Marque M, Bessis D, Pedeutour F, Viseux V, Guillot B, Fraitag-Spinner S

机构信息

Department of Dermatology, Hôpital Saint Eloi, Montpellier University Hospital, 80 Avenue Augustin Fliche, F-34295 Montpellier Cedex 5, France.

出版信息

Br J Dermatol. 2009 Jan;160(1):190-3. doi: 10.1111/j.1365-2133.2008.08896.x. Epub 2008 Oct 22.

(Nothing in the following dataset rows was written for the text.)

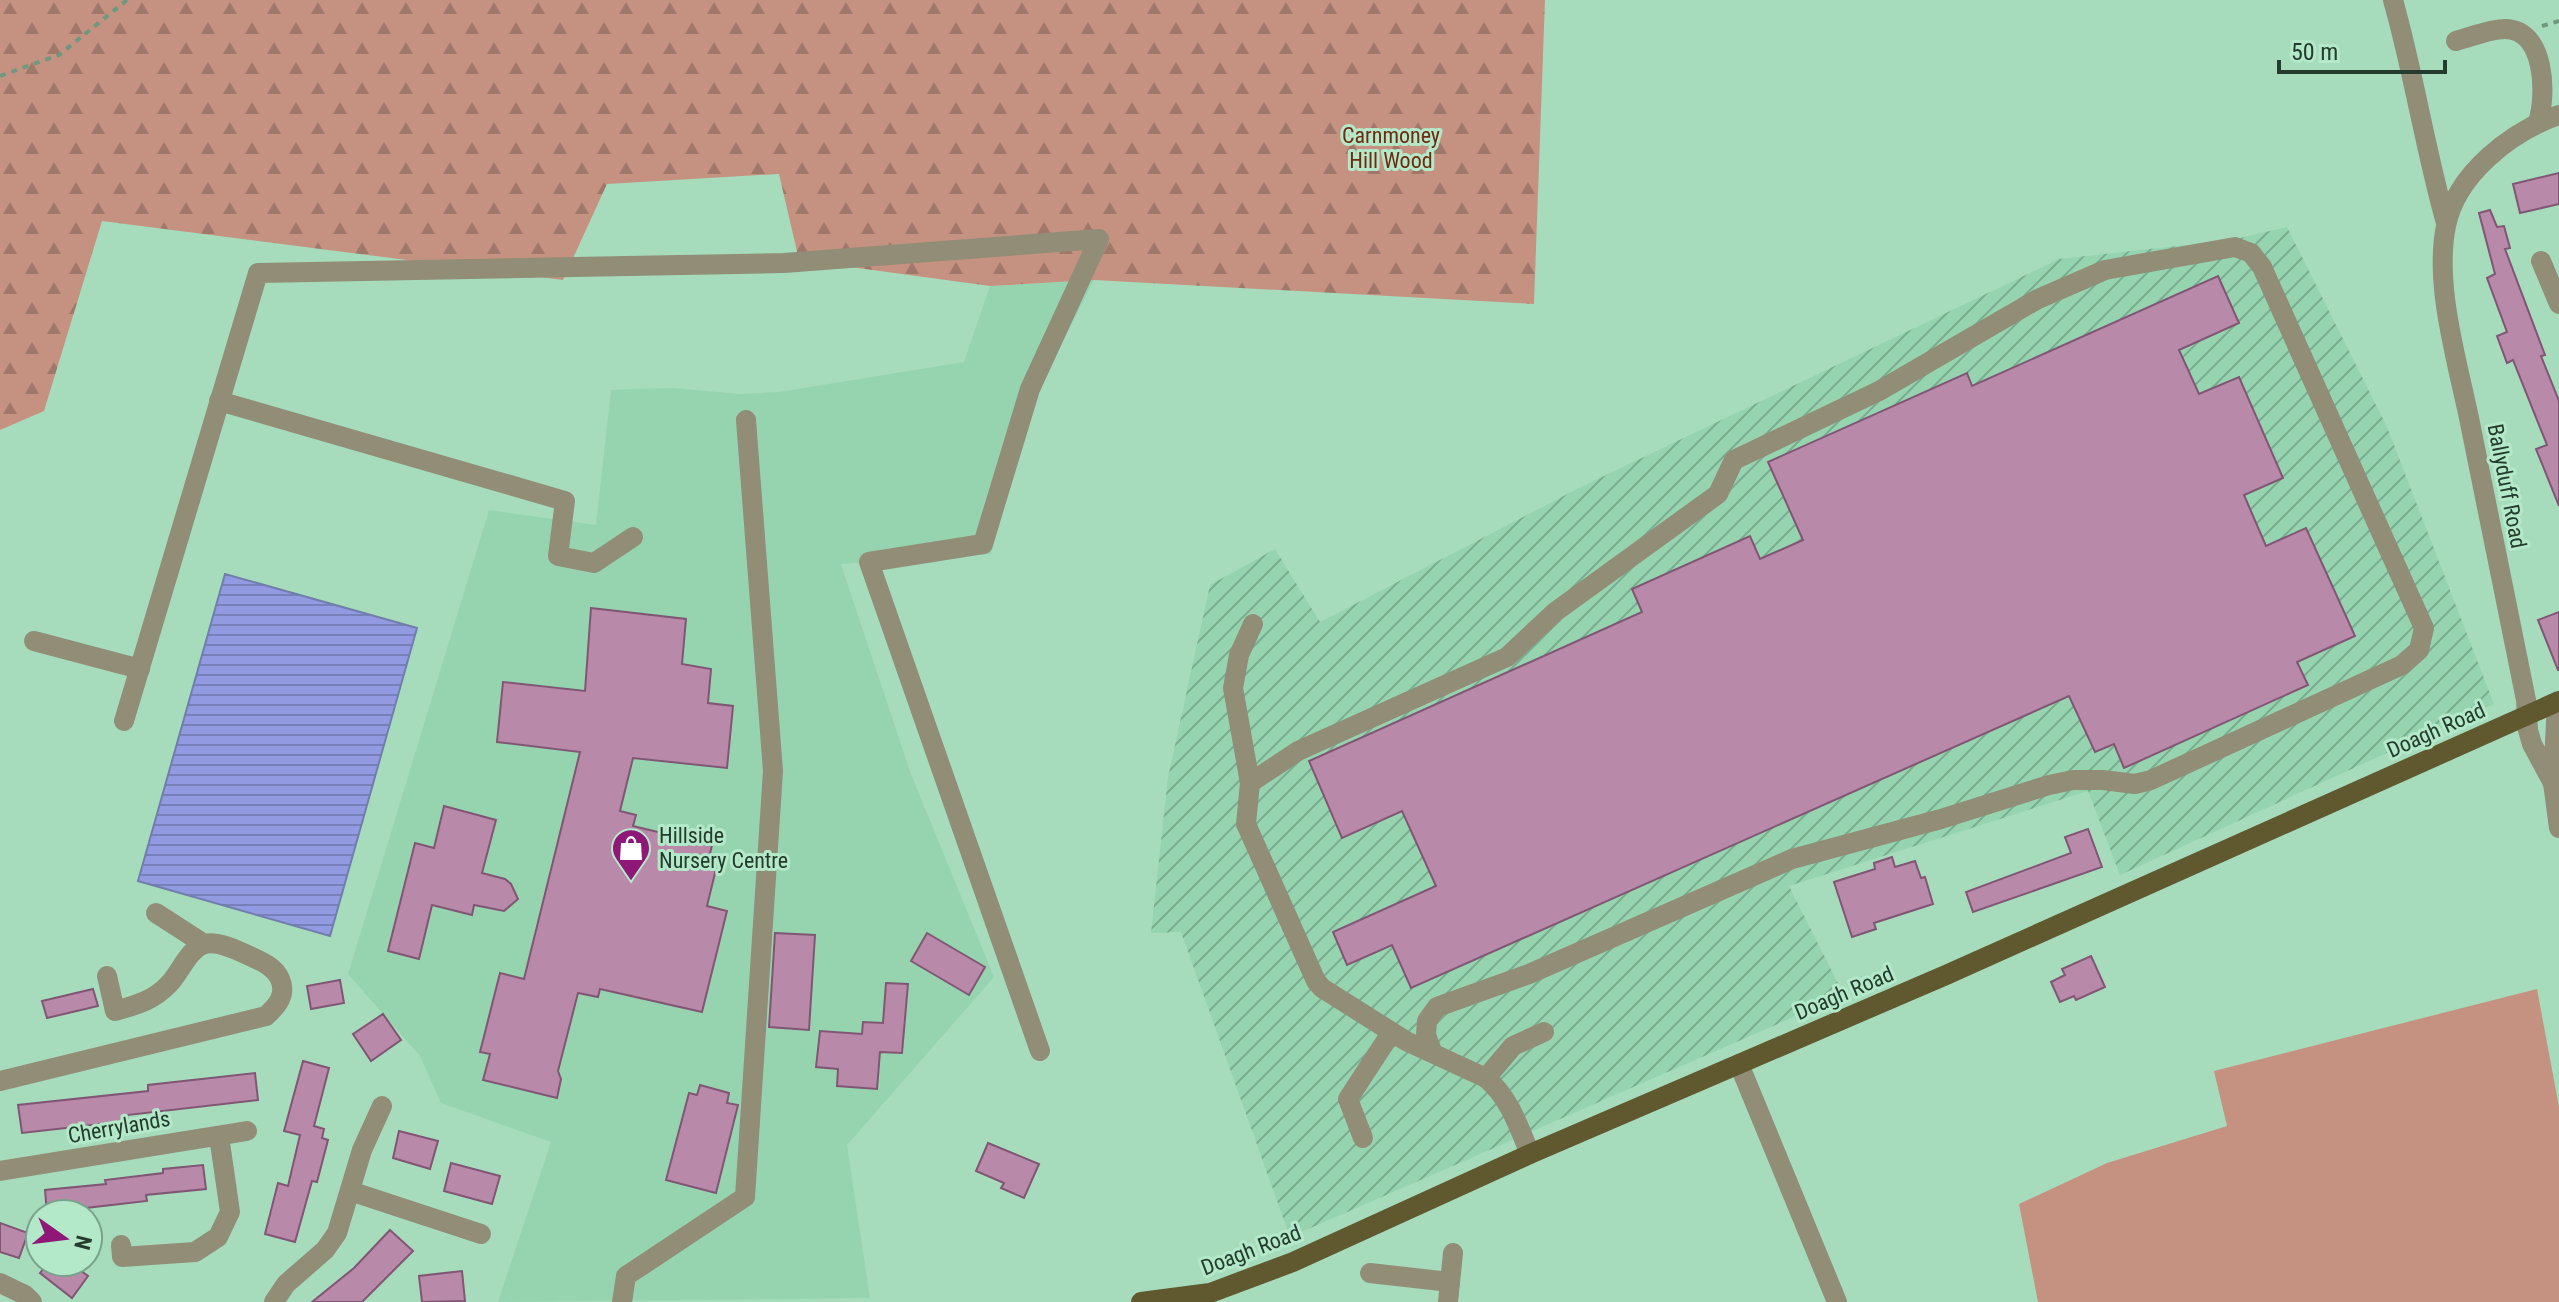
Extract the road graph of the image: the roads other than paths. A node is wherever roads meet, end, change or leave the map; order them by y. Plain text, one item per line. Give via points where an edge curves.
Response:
1 (2393, 0) edge
2 (2456, 41) dead end
3 (2559, 115) edge
4 (2538, 122) junction
5 (2446, 223) junction
6 (2541, 261) dead end
7 (2559, 304) edge
8 (219, 401) junction
9 (746, 420) dead end
10 (633, 537) dead end
11 (1253, 624) dead end
12 (34, 641) dead end
13 (140, 669) junction
14 (2558, 702) edge
15 (2528, 715) junction
16 (124, 721) dead end
17 (1250, 783) junction
18 (2553, 783) junction
19 (2559, 828) edge
20 (156, 913) dead end
21 (204, 944) junction
22 (107, 976) dead end
23 (1544, 1032) dead end
24 (1391, 1033) junction
25 (1040, 1051) dead end
26 (1432, 1051) junction
27 (1739, 1064) junction
28 (1486, 1078) junction
29 (0, 1081) edge
30 (382, 1106) dead end
31 (247, 1131) dead end
32 (219, 1136) junction
33 (1363, 1138) dead end
34 (1530, 1154) junction
35 (0, 1171) edge
36 (350, 1191) junction
37 (481, 1234) dead end
38 (121, 1245) dead end
39 (1453, 1253) dead end
40 (1370, 1273) dead end
41 (0, 1283) edge
42 (1449, 1292) edge
43 (1211, 1298) edge
44 (32, 1302) edge
45 (274, 1302) edge
46 (622, 1302) edge
47 (1141, 1302) edge
48 (1837, 1302) edge

1 - 5 street
2 - 4 street via 2505,29 2522,33 2535,45 2544,104
3 - 4 street
4 - 5 street via 2475,170
5 - 15 street, Ballyduff Road via 2441,265
6 - 7 street
8 - 10 street via 565,501 558,556 594,563
8 - 13 street
8 - 25 street via 258,273 784,263 1099,239 1030,389 983,544 869,562
9 - 46 street via 773,771 745,1197 626,1276
11 - 17 street via 1239,655 1233,688
12 - 13 street
13 - 16 street
14 - 15 main road, Doagh Road
14 - 18 street
15 - 18 street, Ballyduff Road via 2532,744
15 - 27 main road, Doagh Road
17 - 24 street via 1246,824 1316,981
17 - 26 street via 1298,751 1507,657 1555,612 1718,494 1734,460 1879,391 2038,299 2105,270 2235,247 2251,253 2262,267 2424,628 2419,650 2402,665 2151,780 2049,785 1792,859 1529,974 1437,1007 1427,1021
18 - 19 street
20 - 21 street
21 - 22 street via 146,1003 115,1011
21 - 29 street via 217,943 270,966 283,992 278,1005 266,1016
23 - 28 street via 1513,1046
24 - 26 street
24 - 33 street via 1348,1099
26 - 28 street
27 - 34 main road, Doagh Road
27 - 48 street
28 - 34 street via 1515,1118
30 - 36 street
31 - 32 street, Cherrylands
32 - 35 street, Cherrylands
32 - 38 street via 230,1212 218,1237 195,1252 122,1257
34 - 43 main road, Doagh Road
36 - 37 street
36 - 45 street via 337,1233
39 - 42 street
40 - 42 street
41 - 44 street
43 - 47 main road, Doagh Road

DOI:10.1111/j.1365-2133.2008.08896.x
PMID:19016705
Abstract

Medallion-like dermal dendrocyte hamartoma is a newly described and rare clinical and pathological entity. This congenital, round, erythematous and atrophic lesion in the thoracic area is histologically characterized by a CD34+ dermal and hypodermal spindle-cell infiltration. We describe the clinical, histopathological, cytological and molecular features of three cases of dermal dendrocyte hamartoma. In all the cases, atrophic congenital dermatofibrosarcoma protuberans (DFSP) was the first histological diagnosis. In one case, wide surgery had been performed on the basis of the clinical and histological presentation. The histological pattern was similar in all the cases: epidermal atrophy and a spindle to ovoid cell proliferation in the dermis and in the subcutaneous fat. Immunochemical staining for CD34 and factor XIIIa was positive. Cytogenetic and molecular studies were performed; no chromosomal abnormality nor translocation t(17;22)(q22;q13) was observed. Fluorescence in situ hybridization analysis did not reveal the DFSP fusion gene COL1A1-PDGFB. We observed that the main diagnostic pitfall of medallion-like dermal dendrocyte hamartoma is atrophic congenital DFSP due to clinical and histological similarities. We emphasize that molecular studies to eliminate the t(17;22)(q22;q13) translocation of DFSP may provide determinant elements for diagnosis in order to avoid unnecessary mutilating surgery.

摘要

奖章样真皮树突状细胞错构瘤是一种新描述的罕见临床和病理实体。这种胸部先天性、圆形、红斑性和萎缩性病变在组织学上的特征是CD34 +真皮和皮下梭形细胞浸润。我们描述了3例真皮树突状细胞错构瘤的临床、组织病理学、细胞学和分子特征。所有病例最初的组织学诊断均为萎缩性先天性隆突性皮肤纤维肉瘤(DFSP)。1例病例根据临床和组织学表现进行了广泛手术。所有病例的组织学模式相似:表皮萎缩,真皮和皮下脂肪中有梭形至卵圆形细胞增殖。CD34和因子XIIIa免疫化学染色呈阳性。进行了细胞遗传学和分子研究;未观察到染色体异常或t(17;22)(q22;q13)易位。荧光原位杂交分析未发现DFSP融合基因COL1A1-PDGFB。我们观察到奖章样真皮树突状细胞错构瘤的主要诊断陷阱是萎缩性先天性DFSP,因为它们在临床和组织学上有相似之处。我们强调,为排除DFSP的t(17;22)(q22;q13)易位而进行的分子研究可能为诊断提供决定性因素,以避免不必要的致残性手术。